Warren Howard Young (born January 11, 1956) is a Canadian former professional ice hockey left winger who played seven seasons in the National Hockey League (NHL) for the Minnesota North Stars, Pittsburgh Penguins and Detroit Red Wings.

Playing career
Young was born in Toronto, Ontario. As a youth, he played in the 1968 Quebec International Pee-Wee Hockey Tournament with the Toronto Humberview minor ice hockey team.

He was selected in the 4th Round, 59th overall by the California Seals in the 1976 NHL Amateur Draft and the 7th round, 74th overall by the New England Whalers in the 1976 WHA Amateur Draft.

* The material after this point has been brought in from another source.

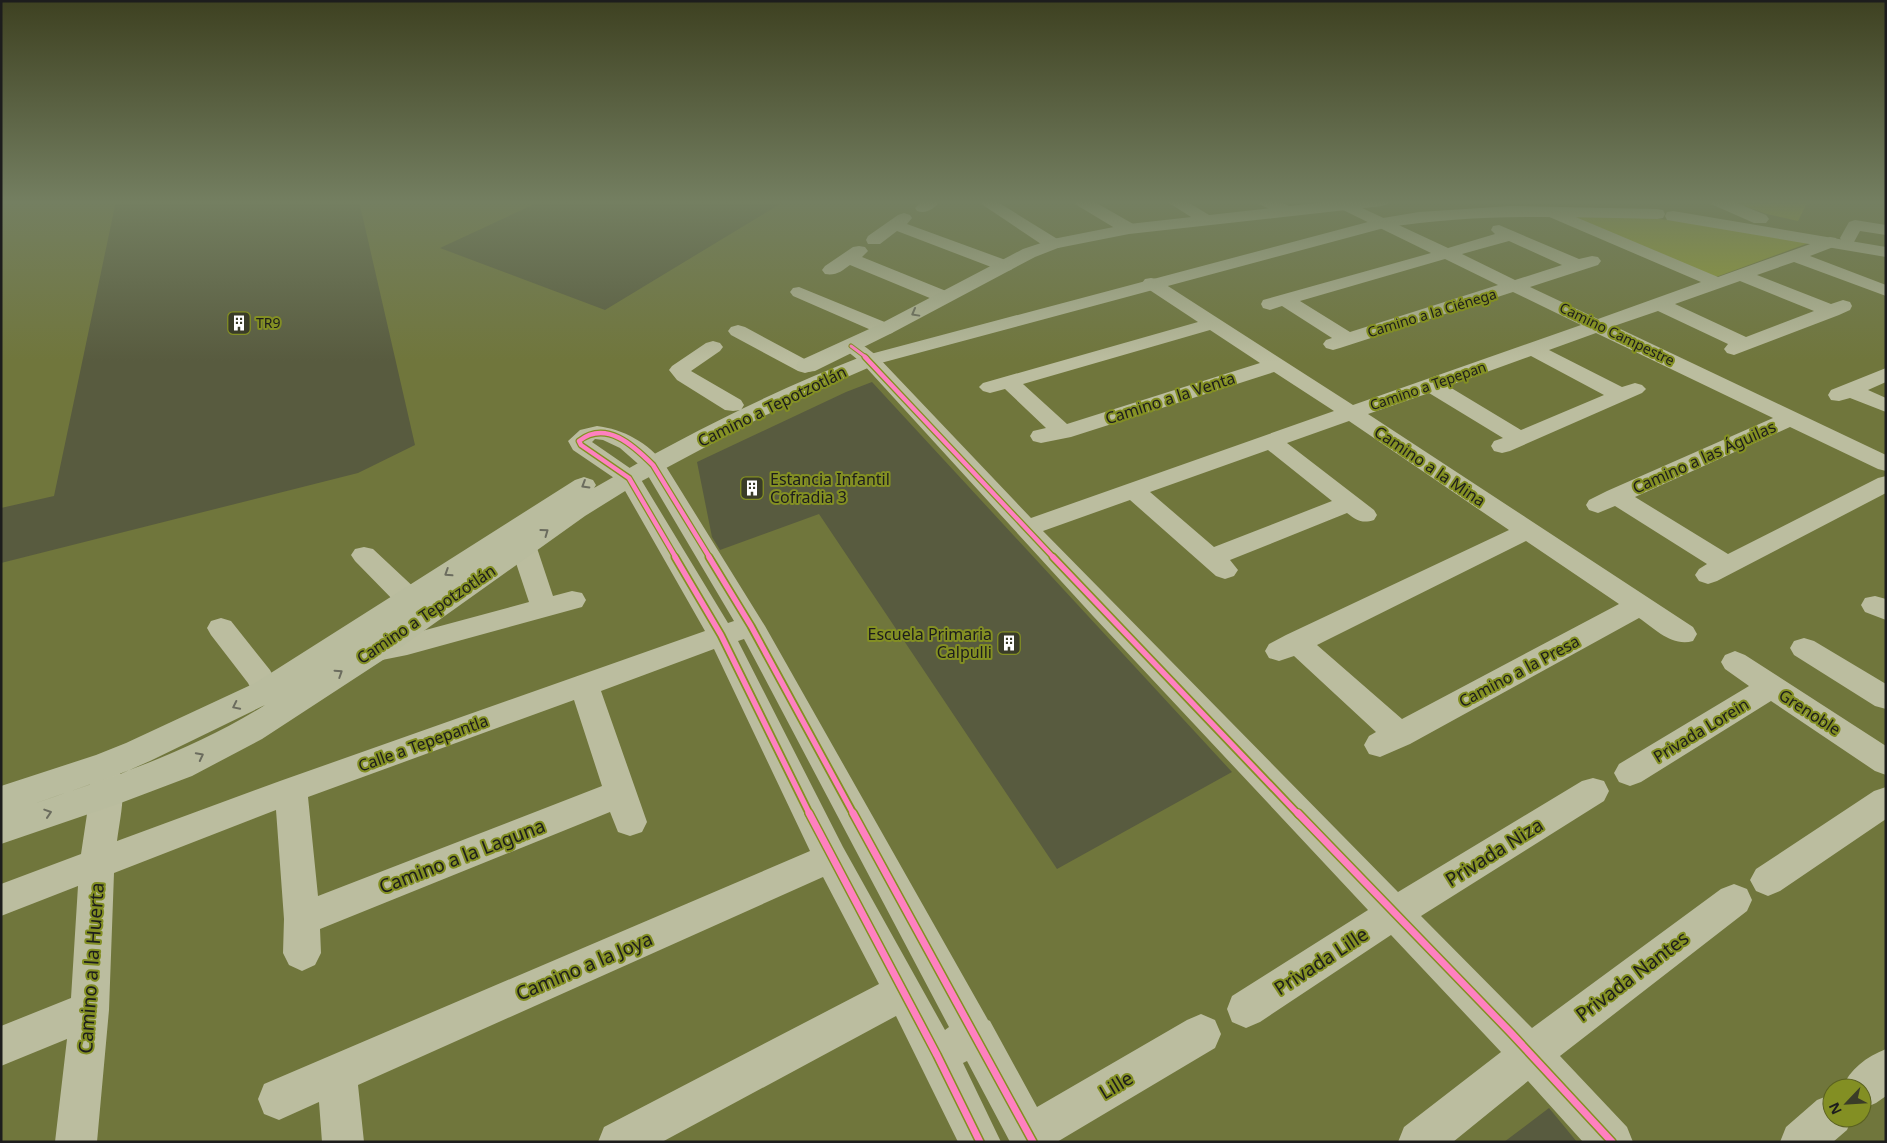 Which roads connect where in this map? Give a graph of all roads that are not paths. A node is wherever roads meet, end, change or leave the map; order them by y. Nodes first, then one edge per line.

He chose instead to play college hockey for Michigan Tech.  Upon graduating, he spent three years playing in the minor leagues before being signed as a free agent by the North Stars in 1981, and made his NHL debut that year.  He appeared in five games with the North Stars before he was signed as a free agent by the Penguins in 1983.  In his first full season of 1984–85, he scored 40 goals and was named to the NHL All-Rookie Team that season.  His emergence with the Penguins led many teams to increase their scouting of players at the college level.  He left the Penguins following that season to sign with the Red Wings but was dealt back to Pittsburgh after one season.  He retired in 1988 after playing 236 games in the NHL, scoring 72 goals.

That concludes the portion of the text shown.